**MATERIALS PROVIDED**:
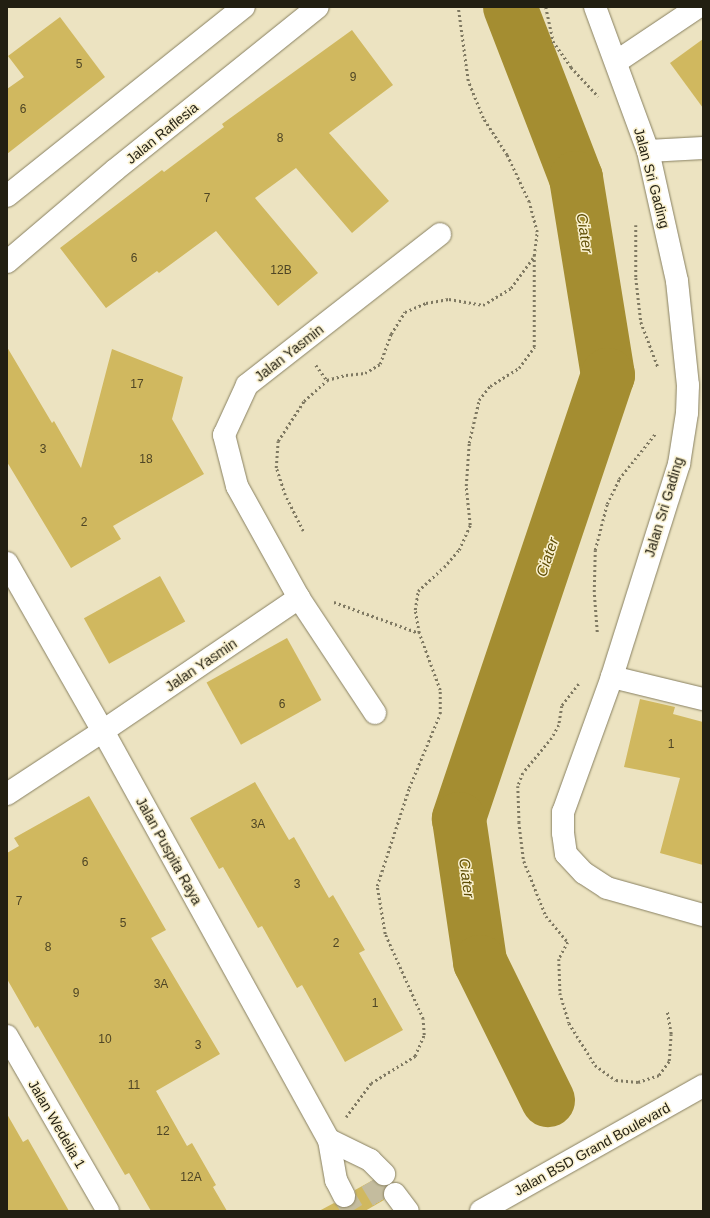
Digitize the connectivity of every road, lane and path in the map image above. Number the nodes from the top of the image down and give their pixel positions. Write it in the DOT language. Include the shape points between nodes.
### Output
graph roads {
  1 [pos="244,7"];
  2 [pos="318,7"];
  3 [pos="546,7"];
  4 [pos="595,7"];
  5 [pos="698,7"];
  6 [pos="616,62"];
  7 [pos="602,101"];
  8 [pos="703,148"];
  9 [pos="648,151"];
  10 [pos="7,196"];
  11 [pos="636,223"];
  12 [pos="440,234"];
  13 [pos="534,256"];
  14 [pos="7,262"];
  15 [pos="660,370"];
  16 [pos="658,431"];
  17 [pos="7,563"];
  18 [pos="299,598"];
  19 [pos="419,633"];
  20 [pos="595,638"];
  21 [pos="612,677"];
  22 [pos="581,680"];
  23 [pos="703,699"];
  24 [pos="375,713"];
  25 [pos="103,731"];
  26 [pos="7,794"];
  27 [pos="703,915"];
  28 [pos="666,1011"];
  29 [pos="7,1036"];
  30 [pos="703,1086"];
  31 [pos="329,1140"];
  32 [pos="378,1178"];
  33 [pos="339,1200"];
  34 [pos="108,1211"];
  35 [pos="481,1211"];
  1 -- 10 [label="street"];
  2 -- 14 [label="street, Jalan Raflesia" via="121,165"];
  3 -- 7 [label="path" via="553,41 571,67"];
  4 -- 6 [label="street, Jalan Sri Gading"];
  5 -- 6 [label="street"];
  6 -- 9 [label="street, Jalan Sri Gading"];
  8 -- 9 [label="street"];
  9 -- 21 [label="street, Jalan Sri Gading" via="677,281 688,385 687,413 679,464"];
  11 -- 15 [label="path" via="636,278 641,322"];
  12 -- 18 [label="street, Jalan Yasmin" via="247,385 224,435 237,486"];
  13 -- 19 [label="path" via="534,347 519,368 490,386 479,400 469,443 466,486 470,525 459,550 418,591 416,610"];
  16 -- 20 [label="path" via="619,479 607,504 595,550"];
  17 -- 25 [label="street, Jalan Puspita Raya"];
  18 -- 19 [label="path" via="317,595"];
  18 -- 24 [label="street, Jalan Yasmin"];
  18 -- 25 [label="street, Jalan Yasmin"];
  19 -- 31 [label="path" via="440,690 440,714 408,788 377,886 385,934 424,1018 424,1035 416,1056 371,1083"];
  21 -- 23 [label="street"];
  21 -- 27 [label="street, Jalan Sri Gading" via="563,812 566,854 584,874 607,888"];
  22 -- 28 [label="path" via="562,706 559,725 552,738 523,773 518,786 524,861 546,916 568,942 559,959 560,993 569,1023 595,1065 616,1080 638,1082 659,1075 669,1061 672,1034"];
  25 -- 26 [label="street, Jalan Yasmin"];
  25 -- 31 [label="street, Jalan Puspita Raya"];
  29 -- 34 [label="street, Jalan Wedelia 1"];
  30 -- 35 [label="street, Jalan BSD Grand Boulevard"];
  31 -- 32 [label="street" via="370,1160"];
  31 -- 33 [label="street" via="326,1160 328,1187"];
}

**WORK REQUEST**: Return only the lines of the records in which the string "Raya" appears.

**TASK ANSWER**:
  17 -- 25 [label="street, Jalan Puspita Raya"];
  25 -- 31 [label="street, Jalan Puspita Raya"];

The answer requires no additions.